Exercise objective
What you return must match the records exactly.

Stored items
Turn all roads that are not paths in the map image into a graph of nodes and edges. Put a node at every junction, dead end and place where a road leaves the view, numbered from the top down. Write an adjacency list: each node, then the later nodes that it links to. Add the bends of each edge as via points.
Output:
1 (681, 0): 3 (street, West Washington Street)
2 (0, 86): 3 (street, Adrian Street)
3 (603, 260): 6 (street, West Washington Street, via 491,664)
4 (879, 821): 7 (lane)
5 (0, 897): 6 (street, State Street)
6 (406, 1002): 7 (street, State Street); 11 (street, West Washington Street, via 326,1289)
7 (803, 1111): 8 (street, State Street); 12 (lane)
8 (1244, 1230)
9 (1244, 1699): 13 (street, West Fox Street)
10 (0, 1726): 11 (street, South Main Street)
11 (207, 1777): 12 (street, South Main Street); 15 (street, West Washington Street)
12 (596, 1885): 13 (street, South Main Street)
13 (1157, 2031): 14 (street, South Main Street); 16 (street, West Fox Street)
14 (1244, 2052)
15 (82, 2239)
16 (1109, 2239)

Answer section
Turn all roads that are not paths in the map image into a graph of nodes and edges. Put a node at every junction, dead end and place where a road leaves the view, numbered from the top down. Write an adjacency list: each node, then the later nodes that it links to. Add the bends of each edge as via points.
Output:
1 (681, 0): 3 (street, West Washington Street)
2 (0, 86): 3 (street, Adrian Street)
3 (603, 260): 6 (street, West Washington Street, via 491,664)
4 (879, 821): 7 (lane)
5 (0, 897): 6 (street, State Street)
6 (406, 1002): 7 (street, State Street); 11 (street, West Washington Street, via 326,1289)
7 (803, 1111): 8 (street, State Street); 12 (lane)
8 (1244, 1230)
9 (1244, 1699): 13 (street, West Fox Street)
10 (0, 1726): 11 (street, South Main Street)
11 (207, 1777): 12 (street, South Main Street); 15 (street, West Washington Street)
12 (596, 1885): 13 (street, South Main Street)
13 (1157, 2031): 14 (street, South Main Street); 16 (street, West Fox Street)
14 (1244, 2052)
15 (82, 2239)
16 (1109, 2239)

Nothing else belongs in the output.